Why, then, has General Musharraf raked up such a thorny and emotional issue, especially in the midst of crucial make or break negotiations with the MMA on the LFO? It is also surprising that he should think nothing of upping and outing to the USA after rousing such destabilizing sentiments. Is he clever or stupid, brave or foolhardy? Actually, the opposition thinks he’s quite cunning. “It’s a sneaky attempt to divert attention from the main constitutional issues in Islamabad to more mundane and provincial matters,” they charge. Is that right?

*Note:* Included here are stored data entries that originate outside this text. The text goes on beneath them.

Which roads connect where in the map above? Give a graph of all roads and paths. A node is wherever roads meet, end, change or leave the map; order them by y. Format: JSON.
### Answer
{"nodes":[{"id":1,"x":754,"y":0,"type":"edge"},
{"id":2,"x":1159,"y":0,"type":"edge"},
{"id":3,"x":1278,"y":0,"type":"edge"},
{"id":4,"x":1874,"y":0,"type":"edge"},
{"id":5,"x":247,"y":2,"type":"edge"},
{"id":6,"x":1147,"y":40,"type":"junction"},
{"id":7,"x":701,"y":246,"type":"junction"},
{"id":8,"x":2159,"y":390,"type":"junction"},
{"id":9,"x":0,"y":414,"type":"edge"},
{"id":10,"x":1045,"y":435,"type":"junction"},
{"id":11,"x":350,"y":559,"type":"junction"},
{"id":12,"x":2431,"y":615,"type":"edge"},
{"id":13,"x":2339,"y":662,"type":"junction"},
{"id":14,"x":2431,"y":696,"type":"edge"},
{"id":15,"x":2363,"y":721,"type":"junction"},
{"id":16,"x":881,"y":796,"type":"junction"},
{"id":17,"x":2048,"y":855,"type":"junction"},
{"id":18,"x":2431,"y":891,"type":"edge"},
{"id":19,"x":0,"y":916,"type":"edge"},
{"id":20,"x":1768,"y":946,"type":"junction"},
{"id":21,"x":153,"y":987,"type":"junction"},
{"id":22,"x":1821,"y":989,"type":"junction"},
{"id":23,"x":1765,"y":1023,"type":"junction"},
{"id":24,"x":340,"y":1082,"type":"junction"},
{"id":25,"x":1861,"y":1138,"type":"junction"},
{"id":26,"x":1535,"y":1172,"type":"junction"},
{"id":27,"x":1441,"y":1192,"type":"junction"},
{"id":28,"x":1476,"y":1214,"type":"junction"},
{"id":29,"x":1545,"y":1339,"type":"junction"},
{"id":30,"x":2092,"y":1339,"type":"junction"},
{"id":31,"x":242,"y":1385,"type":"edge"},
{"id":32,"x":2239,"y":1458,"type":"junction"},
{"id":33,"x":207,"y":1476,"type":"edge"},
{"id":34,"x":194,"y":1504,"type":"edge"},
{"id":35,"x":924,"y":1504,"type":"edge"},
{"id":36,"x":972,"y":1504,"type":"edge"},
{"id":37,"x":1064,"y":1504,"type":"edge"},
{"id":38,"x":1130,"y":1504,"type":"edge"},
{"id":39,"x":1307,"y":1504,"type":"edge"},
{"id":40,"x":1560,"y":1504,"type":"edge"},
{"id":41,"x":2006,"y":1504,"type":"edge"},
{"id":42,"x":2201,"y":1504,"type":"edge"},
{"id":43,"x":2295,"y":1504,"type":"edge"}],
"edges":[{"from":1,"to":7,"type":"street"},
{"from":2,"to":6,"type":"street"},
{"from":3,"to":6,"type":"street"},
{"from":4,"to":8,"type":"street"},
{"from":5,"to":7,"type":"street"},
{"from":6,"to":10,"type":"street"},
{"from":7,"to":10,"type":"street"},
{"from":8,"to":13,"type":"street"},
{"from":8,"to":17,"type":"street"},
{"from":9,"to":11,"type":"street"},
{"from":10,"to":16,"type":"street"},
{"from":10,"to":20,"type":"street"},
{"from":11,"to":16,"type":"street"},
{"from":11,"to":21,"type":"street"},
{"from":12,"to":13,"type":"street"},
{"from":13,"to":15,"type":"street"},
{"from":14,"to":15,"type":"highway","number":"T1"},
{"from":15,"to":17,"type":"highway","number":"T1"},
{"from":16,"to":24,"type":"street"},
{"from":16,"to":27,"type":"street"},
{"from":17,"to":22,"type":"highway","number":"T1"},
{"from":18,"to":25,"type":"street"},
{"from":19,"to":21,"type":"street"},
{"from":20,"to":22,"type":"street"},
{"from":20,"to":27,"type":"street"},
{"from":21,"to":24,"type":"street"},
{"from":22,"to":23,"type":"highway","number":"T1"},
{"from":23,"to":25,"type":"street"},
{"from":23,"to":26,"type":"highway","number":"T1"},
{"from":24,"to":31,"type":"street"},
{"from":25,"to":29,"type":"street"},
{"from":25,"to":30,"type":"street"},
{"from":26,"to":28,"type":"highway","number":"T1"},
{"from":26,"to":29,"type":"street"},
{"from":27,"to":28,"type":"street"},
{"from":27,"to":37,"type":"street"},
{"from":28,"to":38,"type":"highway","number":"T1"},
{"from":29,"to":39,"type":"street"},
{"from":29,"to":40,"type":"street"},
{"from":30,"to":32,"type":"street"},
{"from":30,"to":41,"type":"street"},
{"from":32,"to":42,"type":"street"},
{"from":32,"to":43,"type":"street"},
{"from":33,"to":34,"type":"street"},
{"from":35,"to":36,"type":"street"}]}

We don’t think so. To begin with, the “water problem” is neither provincial nor mundane. In fact, it is central to Pakistan’s prosperity because we are, and will remain for a long time, predominantly an agrarian country. If this issue was relevant in the 1980s when the Kalabagh dam was first conceived, it is critical today. There is not much point in dredging up the statistics to prove how water is, and will be, the core issue of the economy. If we take cultural emotionalism and historical distrust out of the equation, what do we find? We are plagued by floods and drought; our existing reservoirs at Mangla and Tarbela which regulate the water-flows in our canals for irrigation are silting up faster than they can be dredged; and the snow cap is melting not just in the Himalayas but across the icy poles. In the future we will need more regulated water supplies than ever before. But the capacity of our existing water resource base will have greatly diminished when we need it most. So the answer is: more reservoirs. And we must move fast.

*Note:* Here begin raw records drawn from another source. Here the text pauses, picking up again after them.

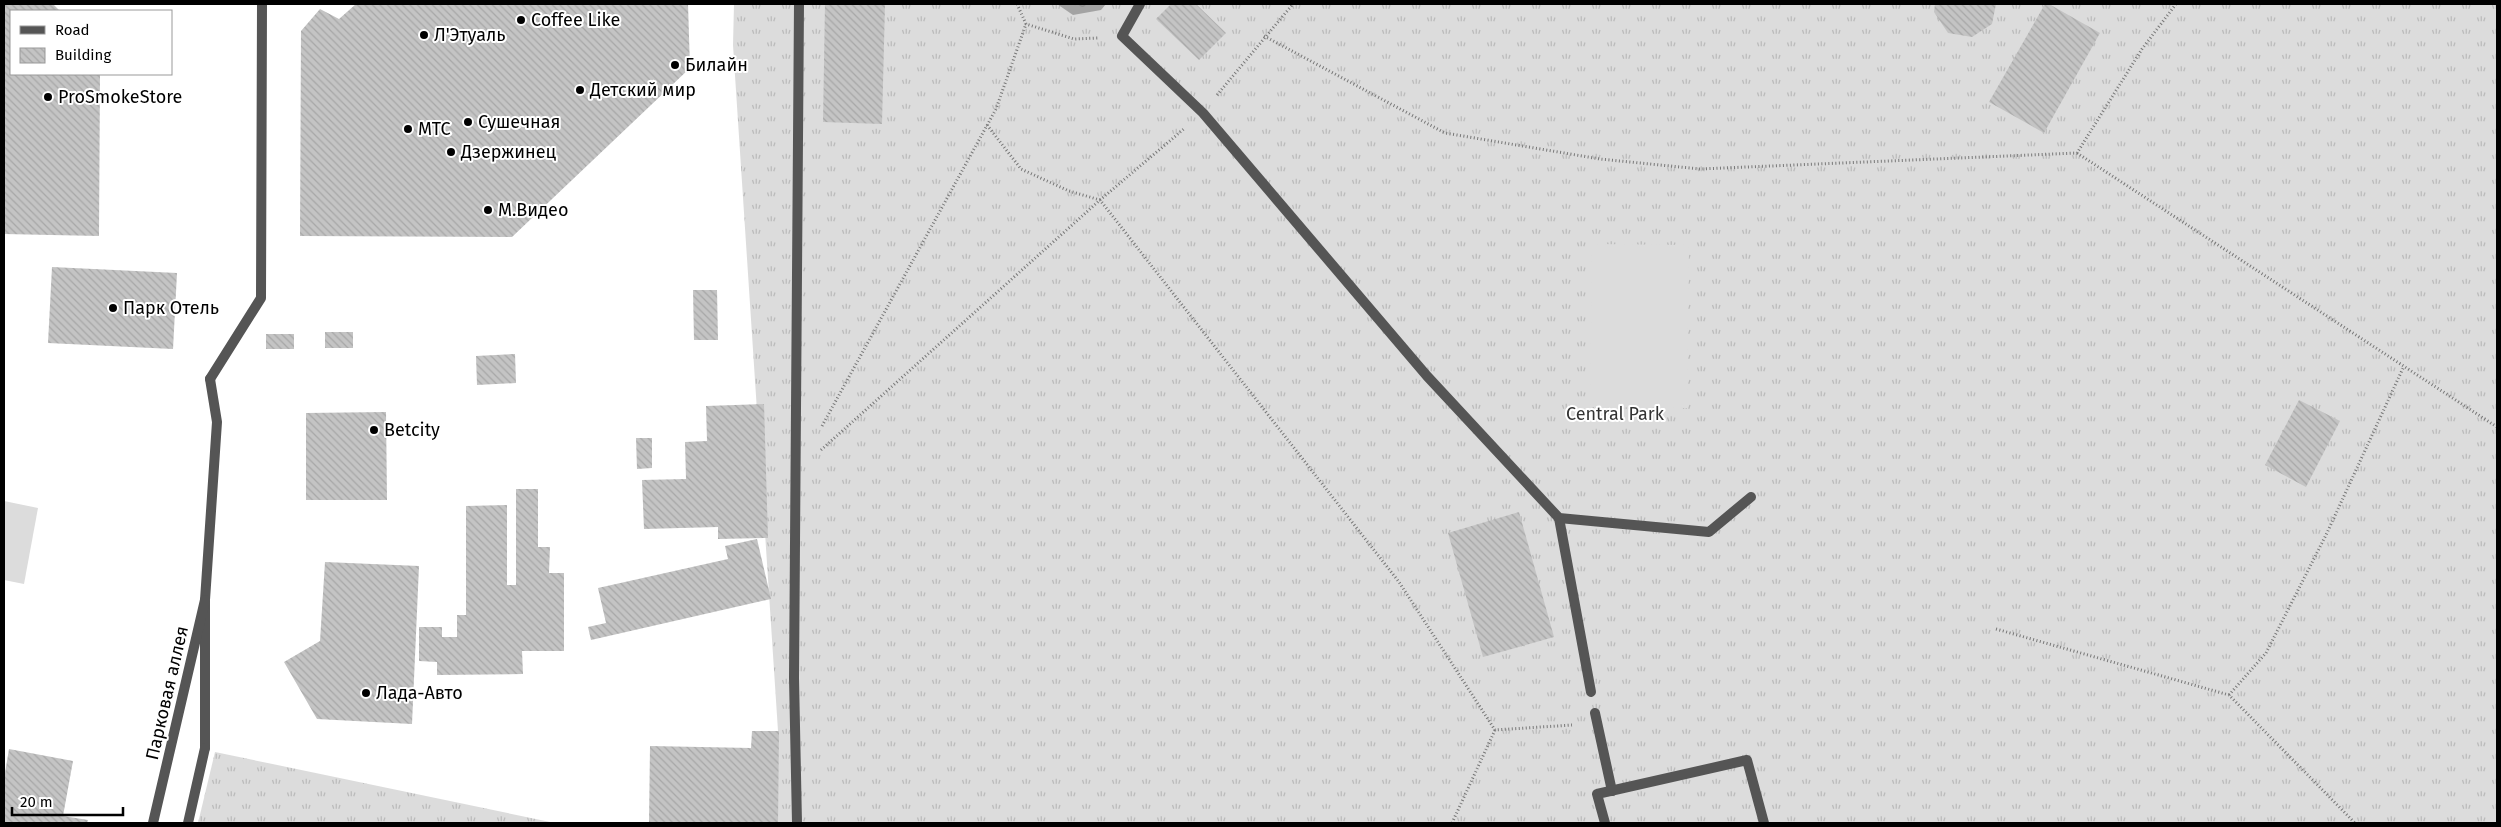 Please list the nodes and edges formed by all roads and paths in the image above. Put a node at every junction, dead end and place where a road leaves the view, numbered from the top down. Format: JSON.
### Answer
{"nodes":[{"id":1,"x":262,"y":4,"type":"edge"},
{"id":2,"x":798,"y":4,"type":"edge"},
{"id":3,"x":1017,"y":4,"type":"edge"},
{"id":4,"x":1140,"y":4,"type":"edge"},
{"id":5,"x":1293,"y":4,"type":"edge"},
{"id":6,"x":2176,"y":4,"type":"edge"},
{"id":7,"x":1026,"y":24,"type":"junction"},
{"id":8,"x":1122,"y":36,"type":"junction"},
{"id":9,"x":1264,"y":36,"type":"junction"},
{"id":10,"x":1202,"y":113,"type":"junction"},
{"id":11,"x":987,"y":125,"type":"junction"},
{"id":12,"x":2077,"y":152,"type":"junction"},
{"id":13,"x":1100,"y":200,"type":"junction"},
{"id":14,"x":2404,"y":366,"type":"junction"},
{"id":15,"x":2497,"y":427,"type":"edge"},
{"id":16,"x":820,"y":429,"type":"dead end"},
{"id":17,"x":797,"y":472,"type":"junction"},
{"id":18,"x":1751,"y":498,"type":"dead end"},
{"id":19,"x":1560,"y":518,"type":"junction"},
{"id":20,"x":206,"y":600,"type":"junction"},
{"id":21,"x":1996,"y":629,"type":"dead end"},
{"id":22,"x":1592,"y":692,"type":"dead end"},
{"id":23,"x":2228,"y":695,"type":"junction"},
{"id":24,"x":1597,"y":718,"type":"joint"},
{"id":25,"x":1495,"y":730,"type":"junction"},
{"id":26,"x":1612,"y":791,"type":"junction"},
{"id":27,"x":153,"y":823,"type":"edge"},
{"id":28,"x":188,"y":823,"type":"edge"},
{"id":29,"x":797,"y":823,"type":"edge"},
{"id":30,"x":1452,"y":823,"type":"edge"},
{"id":31,"x":1604,"y":823,"type":"edge"},
{"id":32,"x":1764,"y":823,"type":"edge"},
{"id":33,"x":2355,"y":823,"type":"edge"}],
"edges":[{"from":1,"to":20,"type":"street","name":"Парковая аллея"},
{"from":2,"to":17,"type":"street"},
{"from":3,"to":7,"type":"path"},
{"from":4,"to":8,"type":"street"},
{"from":5,"to":9,"type":"path"},
{"from":6,"to":12,"type":"path"},
{"from":7,"to":8,"type":"path"},
{"from":7,"to":11,"type":"path"},
{"from":8,"to":10,"type":"street"},
{"from":9,"to":10,"type":"path"},
{"from":9,"to":12,"type":"path"},
{"from":10,"to":13,"type":"path"},
{"from":10,"to":19,"type":"street"},
{"from":11,"to":13,"type":"path"},
{"from":11,"to":16,"type":"path"},
{"from":12,"to":14,"type":"path"},
{"from":13,"to":17,"type":"path"},
{"from":13,"to":25,"type":"path"},
{"from":14,"to":15,"type":"path"},
{"from":14,"to":23,"type":"path"},
{"from":17,"to":29,"type":"street"},
{"from":18,"to":19,"type":"street"},
{"from":19,"to":22,"type":"street"},
{"from":20,"to":27,"type":"street","name":"Парковая аллея"},
{"from":20,"to":28,"type":"street","name":"Парковая аллея"},
{"from":21,"to":23,"type":"path"},
{"from":23,"to":33,"type":"path"},
{"from":24,"to":25,"type":"path"},
{"from":24,"to":26,"type":"street"},
{"from":25,"to":30,"type":"path"},
{"from":26,"to":31,"type":"street"},
{"from":26,"to":32,"type":"street"}]}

But the “diversion” theory doesn’t hold water for other reasons too. General Musharraf is given to straight talking and shooting from the hip. At no time in his four year political career has he ever resorted to “deception” or “diversionary tactics” to achieve dubious ends. In fact, his refreshingly candid and embarrassingly blunt approach marks him as a totally different kettle of fish from General Zia ul Haq who always lied with a smiling face and always spoke with a forked tongue. This would suggest a simpler, and perhaps more dangerous, explanation for his “speech”.

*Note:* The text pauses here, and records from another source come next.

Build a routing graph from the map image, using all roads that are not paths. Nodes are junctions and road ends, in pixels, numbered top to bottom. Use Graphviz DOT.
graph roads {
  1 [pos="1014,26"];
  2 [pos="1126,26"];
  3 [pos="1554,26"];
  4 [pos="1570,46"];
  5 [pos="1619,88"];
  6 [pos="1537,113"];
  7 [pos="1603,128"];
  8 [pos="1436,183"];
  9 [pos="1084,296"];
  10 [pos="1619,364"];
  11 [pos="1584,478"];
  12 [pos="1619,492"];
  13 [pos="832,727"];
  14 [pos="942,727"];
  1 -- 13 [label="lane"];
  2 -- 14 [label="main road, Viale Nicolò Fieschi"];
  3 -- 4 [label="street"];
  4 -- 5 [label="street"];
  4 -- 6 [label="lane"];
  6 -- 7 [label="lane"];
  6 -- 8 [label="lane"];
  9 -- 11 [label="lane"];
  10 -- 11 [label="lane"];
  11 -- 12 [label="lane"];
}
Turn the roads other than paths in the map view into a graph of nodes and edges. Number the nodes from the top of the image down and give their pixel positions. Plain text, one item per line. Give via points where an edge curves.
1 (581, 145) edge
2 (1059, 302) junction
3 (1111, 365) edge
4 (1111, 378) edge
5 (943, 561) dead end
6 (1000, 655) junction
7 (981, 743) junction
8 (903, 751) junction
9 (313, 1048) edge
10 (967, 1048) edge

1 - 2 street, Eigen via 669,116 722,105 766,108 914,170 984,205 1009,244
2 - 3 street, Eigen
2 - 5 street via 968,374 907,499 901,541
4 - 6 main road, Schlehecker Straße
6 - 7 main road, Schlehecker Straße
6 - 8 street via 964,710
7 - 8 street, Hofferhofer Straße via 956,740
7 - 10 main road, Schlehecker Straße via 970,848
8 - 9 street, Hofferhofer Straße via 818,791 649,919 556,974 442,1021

For three years before the general elections, General Musharraf ran the country single handedly and took all decisions without having to worry too much about his actions or explain his motives or be accountable. Sometimes his policies were unpopular – as, for example, the IMF-assisted belt tightening economic programmes and his strategic, pro-American turnabout on Afghanistan and the Taliban after 9/11 – but that didn’t bother him too much, let alone stop him from doing what he thought needed doing, because he was convinced they were necessary and good for the longer term health of the country. But now things are different and it is showing in his demeanour. Is General Musharraf so frustrated by the incompetent and scheming politicians in his government and so irritated by the negativism of other politicians in opposition to him that he has decided to get on with governance without them if he cannot do so with them? This would suggest that he doesn’t much care any more whether parliament is truly functional or not as long as he retains the executive authority and power to run Pakistan as he likes in certain critical areas of the economy and national security. “The army is solidly behind me”, he said recently. As if to make his point stick, he ordered another round of retirements, promotions and transfers in the army high command last Monday.
General Pervez Musharraf clearly means business as far as the water issue is concerned. But before his exuberance gets the better of him, he might consider one critical factor: if he were to start building any major dam without cobbling a genuine political and national consensus, he runs the risk of spending colossal sums of money on a project which would most certainly run aground as soon as he exits from the apex of power at any time before the project is up and running in the next ten years. Surely that is not the sort of legacy he wants to leave behind.